(Human pose images with coordinates)
____________

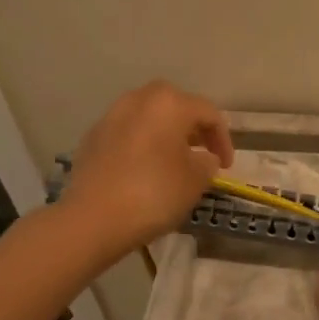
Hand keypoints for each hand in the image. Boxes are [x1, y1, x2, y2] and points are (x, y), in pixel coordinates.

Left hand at [60, 81, 234, 257]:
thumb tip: (204, 158)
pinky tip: (144, 169)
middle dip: (192, 128)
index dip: (223, 139)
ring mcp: (111, 117)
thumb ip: (207, 163)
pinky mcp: (92, 138)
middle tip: (202, 152)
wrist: (93, 219)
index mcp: (169, 104)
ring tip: (174, 161)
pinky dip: (141, 144)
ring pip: (148, 117)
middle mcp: (138, 100)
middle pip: (175, 106)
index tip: (227, 167)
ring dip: (165, 134)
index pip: (209, 113)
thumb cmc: (154, 194)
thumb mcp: (196, 181)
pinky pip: (127, 133)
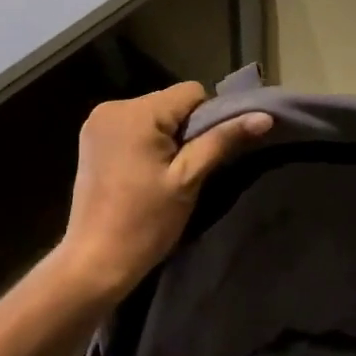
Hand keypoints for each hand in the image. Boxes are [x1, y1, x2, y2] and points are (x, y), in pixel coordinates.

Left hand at [55, 82, 272, 304]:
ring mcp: (97, 122)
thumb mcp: (189, 179)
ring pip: (152, 114)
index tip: (202, 156)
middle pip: (170, 102)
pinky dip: (145, 141)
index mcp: (137, 111)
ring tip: (163, 175)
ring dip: (165, 136)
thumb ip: (223, 140)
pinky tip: (143, 172)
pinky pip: (132, 125)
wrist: (94, 262)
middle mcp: (113, 106)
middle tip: (184, 170)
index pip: (191, 92)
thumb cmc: (146, 222)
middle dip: (184, 129)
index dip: (207, 120)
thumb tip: (264, 117)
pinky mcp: (91, 138)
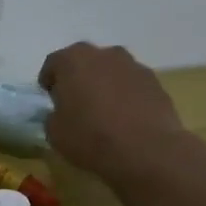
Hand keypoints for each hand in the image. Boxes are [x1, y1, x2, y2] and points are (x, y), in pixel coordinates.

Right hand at [38, 42, 191, 176]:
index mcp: (73, 60)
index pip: (53, 63)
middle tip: (75, 102)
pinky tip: (126, 119)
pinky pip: (132, 85)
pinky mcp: (156, 83)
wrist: (148, 151)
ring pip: (111, 71)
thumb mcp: (54, 132)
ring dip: (104, 85)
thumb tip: (61, 114)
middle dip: (78, 78)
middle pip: (85, 62)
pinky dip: (126, 96)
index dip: (49, 82)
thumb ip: (53, 115)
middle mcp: (104, 54)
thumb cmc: (91, 137)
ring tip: (104, 111)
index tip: (50, 99)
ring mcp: (134, 66)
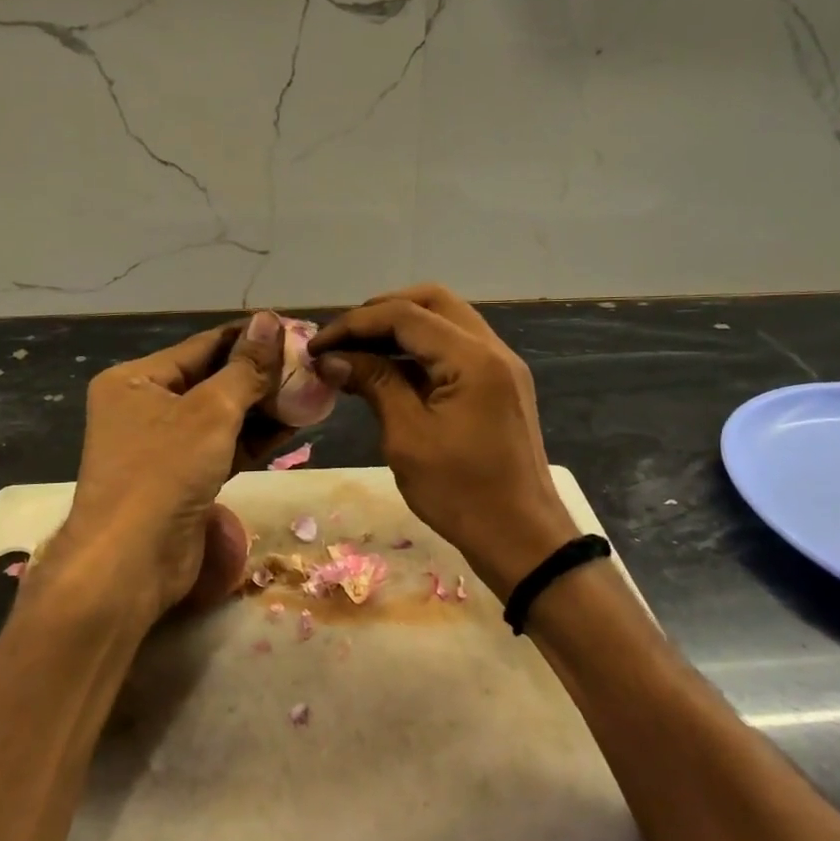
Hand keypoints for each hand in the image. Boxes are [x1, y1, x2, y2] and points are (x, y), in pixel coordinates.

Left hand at [48, 313, 292, 624]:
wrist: (131, 563)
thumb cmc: (164, 471)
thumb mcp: (210, 411)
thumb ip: (245, 368)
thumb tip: (270, 321)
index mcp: (135, 380)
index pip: (202, 345)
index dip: (250, 338)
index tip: (294, 330)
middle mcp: (145, 407)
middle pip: (212, 380)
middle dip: (260, 375)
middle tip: (309, 364)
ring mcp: (163, 446)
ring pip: (221, 416)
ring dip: (263, 406)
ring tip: (310, 390)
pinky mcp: (183, 479)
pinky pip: (223, 447)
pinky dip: (254, 438)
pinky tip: (294, 424)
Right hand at [311, 284, 577, 597]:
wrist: (522, 538)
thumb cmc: (460, 493)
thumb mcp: (407, 438)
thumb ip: (374, 384)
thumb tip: (333, 358)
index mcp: (473, 358)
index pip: (405, 315)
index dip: (354, 324)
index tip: (317, 346)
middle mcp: (493, 349)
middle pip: (431, 302)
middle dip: (381, 313)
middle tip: (342, 340)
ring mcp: (502, 365)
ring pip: (446, 321)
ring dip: (402, 329)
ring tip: (358, 352)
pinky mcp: (501, 385)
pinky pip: (457, 348)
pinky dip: (422, 350)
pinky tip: (390, 372)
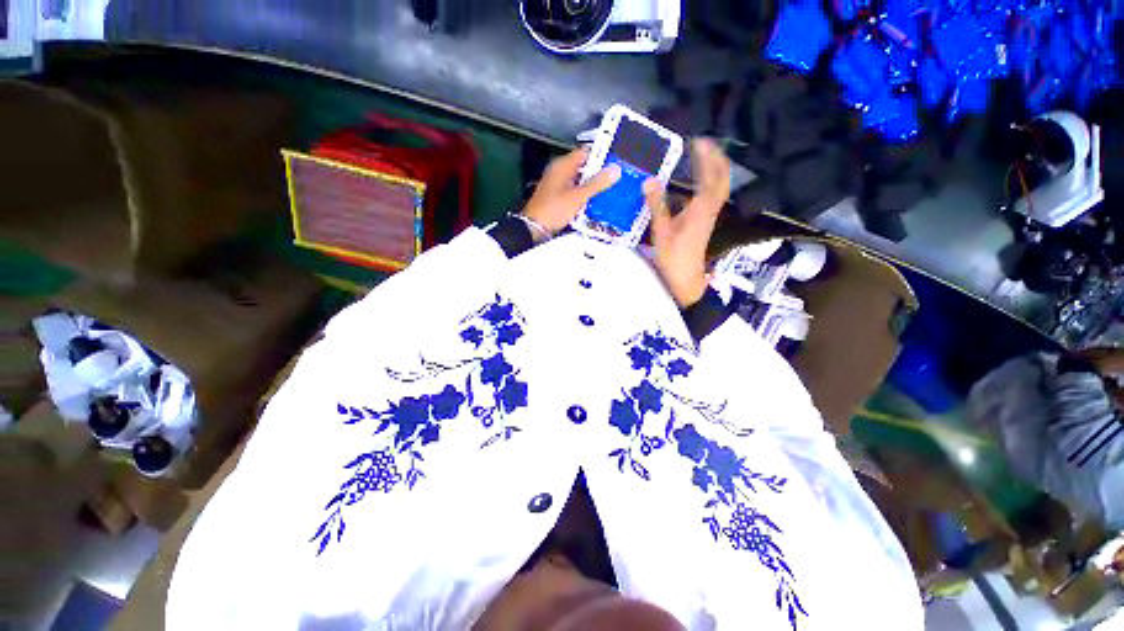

____________

> **Task goal**
Every line of the data that includes the word "Left" should be copied.

> **Response to this task**
Left hand at [60, 81, 234, 257]:
Left hand at [55, 82, 272, 304]:
Left hand at [48, 313, 292, 624]:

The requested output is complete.